I berated Steve Jobs and Apple about his quote "Everything syncs without us having to think about it" because calendars in Microsoft Outlook, Apple's iCal, and my iPod were not synching properly.
Well, the problem was far worse than a few duplicated events. I had dozens and dozens that were duplicated over 100 times and one possibly over 500 times. That's a lot of shift-clicks followed by a delete. I've spent over a week now cleaning up at least three months a day.
Why delete duplicates from nine years ago? Because each item takes up space. For every three months cleaned up, I would back up the calendar. For 2004 it could take well over five minutes to backup. When I cleaned up into 2010, it started backing up in a minute. When I cleaned up into 2011, it backed up in less than a minute.
I also spent lots and lots of time looking at Microsoft's support pages. Hoo, boy! There ain't much praise there! Message after message complains about this and similar problems. The only posted responses are from MVPs (whatever that stands for), volunteers who try to direct users to relevant support pages.
Microsoft put out an update last week that I downloaded and installed. However, despite people complaining about sync problems since April 6, there was no mention of them in the notes for the update.
I wonder how much Microsoft is even screening any of these comments. I posted two comments on June 13, and they are still marked "Your comment is awaiting moderation."

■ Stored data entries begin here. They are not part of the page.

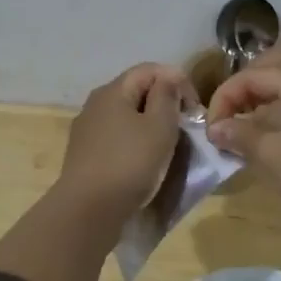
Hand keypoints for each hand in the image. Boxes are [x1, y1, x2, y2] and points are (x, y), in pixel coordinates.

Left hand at [58, 62, 196, 218]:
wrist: (88, 211)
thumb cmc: (129, 163)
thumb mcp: (159, 127)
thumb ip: (167, 96)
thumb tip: (168, 79)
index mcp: (113, 91)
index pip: (150, 69)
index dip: (178, 81)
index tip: (194, 110)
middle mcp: (96, 103)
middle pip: (137, 91)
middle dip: (165, 103)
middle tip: (185, 127)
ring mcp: (87, 129)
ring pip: (127, 115)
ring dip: (150, 124)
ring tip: (168, 145)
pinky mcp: (85, 154)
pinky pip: (117, 137)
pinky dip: (135, 141)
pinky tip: (144, 161)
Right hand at [205, 36, 280, 222]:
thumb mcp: (272, 155)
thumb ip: (240, 135)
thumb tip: (217, 128)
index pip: (253, 75)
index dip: (226, 98)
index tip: (212, 129)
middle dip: (252, 78)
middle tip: (236, 107)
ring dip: (271, 91)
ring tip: (252, 120)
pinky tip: (277, 132)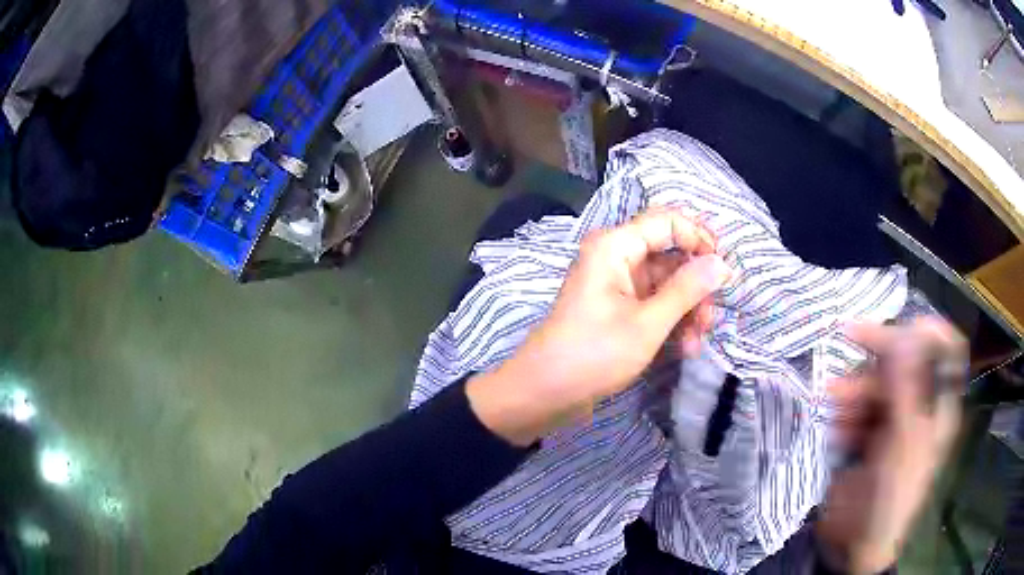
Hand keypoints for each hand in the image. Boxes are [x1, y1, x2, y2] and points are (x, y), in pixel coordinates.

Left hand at [467, 209, 731, 445]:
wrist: (544, 393)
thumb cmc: (594, 354)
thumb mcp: (648, 323)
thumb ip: (687, 289)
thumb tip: (721, 263)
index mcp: (615, 246)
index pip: (667, 221)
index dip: (699, 238)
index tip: (723, 270)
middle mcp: (615, 257)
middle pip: (669, 255)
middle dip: (696, 285)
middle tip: (711, 318)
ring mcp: (616, 284)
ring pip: (665, 283)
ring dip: (687, 309)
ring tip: (696, 342)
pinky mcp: (617, 308)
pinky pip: (653, 303)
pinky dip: (671, 321)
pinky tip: (684, 348)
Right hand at [817, 318, 966, 573]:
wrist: (854, 546)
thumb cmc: (891, 500)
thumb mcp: (904, 446)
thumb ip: (908, 390)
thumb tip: (906, 333)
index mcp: (938, 407)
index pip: (945, 349)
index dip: (928, 329)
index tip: (901, 324)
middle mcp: (919, 406)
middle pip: (905, 360)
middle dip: (878, 354)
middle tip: (848, 335)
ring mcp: (893, 421)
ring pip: (877, 383)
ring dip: (855, 387)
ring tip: (835, 403)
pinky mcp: (869, 435)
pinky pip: (858, 407)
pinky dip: (845, 412)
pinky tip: (838, 430)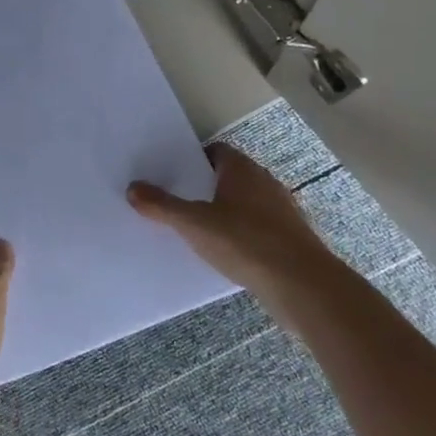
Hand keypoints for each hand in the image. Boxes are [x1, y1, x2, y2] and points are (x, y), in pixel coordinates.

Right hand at [127, 144, 336, 295]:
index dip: (193, 159)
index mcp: (243, 170)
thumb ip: (162, 206)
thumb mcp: (194, 224)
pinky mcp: (290, 238)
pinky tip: (224, 252)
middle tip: (175, 200)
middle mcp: (265, 183)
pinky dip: (239, 234)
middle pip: (229, 176)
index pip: (216, 151)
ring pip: (244, 203)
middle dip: (204, 186)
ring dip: (223, 211)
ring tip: (195, 228)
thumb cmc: (245, 242)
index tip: (171, 173)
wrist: (302, 285)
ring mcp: (282, 211)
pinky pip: (257, 227)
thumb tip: (133, 187)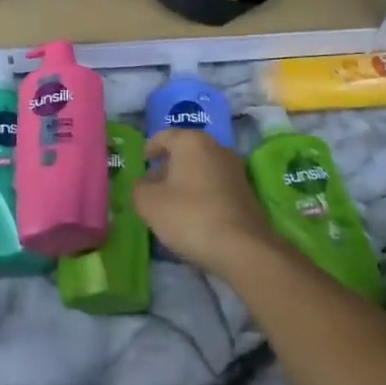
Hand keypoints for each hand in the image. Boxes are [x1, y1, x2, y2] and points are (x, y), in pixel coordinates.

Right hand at [131, 129, 278, 278]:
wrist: (243, 248)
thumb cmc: (189, 216)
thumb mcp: (148, 203)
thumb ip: (139, 188)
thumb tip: (143, 185)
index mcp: (191, 141)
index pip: (164, 136)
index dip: (150, 149)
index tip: (142, 163)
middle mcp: (216, 147)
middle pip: (185, 152)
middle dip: (168, 167)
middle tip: (153, 187)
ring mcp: (235, 169)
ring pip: (202, 168)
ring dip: (186, 181)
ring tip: (172, 204)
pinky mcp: (247, 191)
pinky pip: (216, 185)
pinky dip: (202, 194)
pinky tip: (194, 215)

This whole situation has the earmarks of upper management declaring something should be done by such and such date, middle management trying to figure out how to assign the work to too few people, and the programmers trying valiantly to put round pegs in square holes.
Shades of Dilbert!
Shades of the bad old days of mainframes! We felt lucky to get out a new system that crashed a few minutes less frequently than the previous version.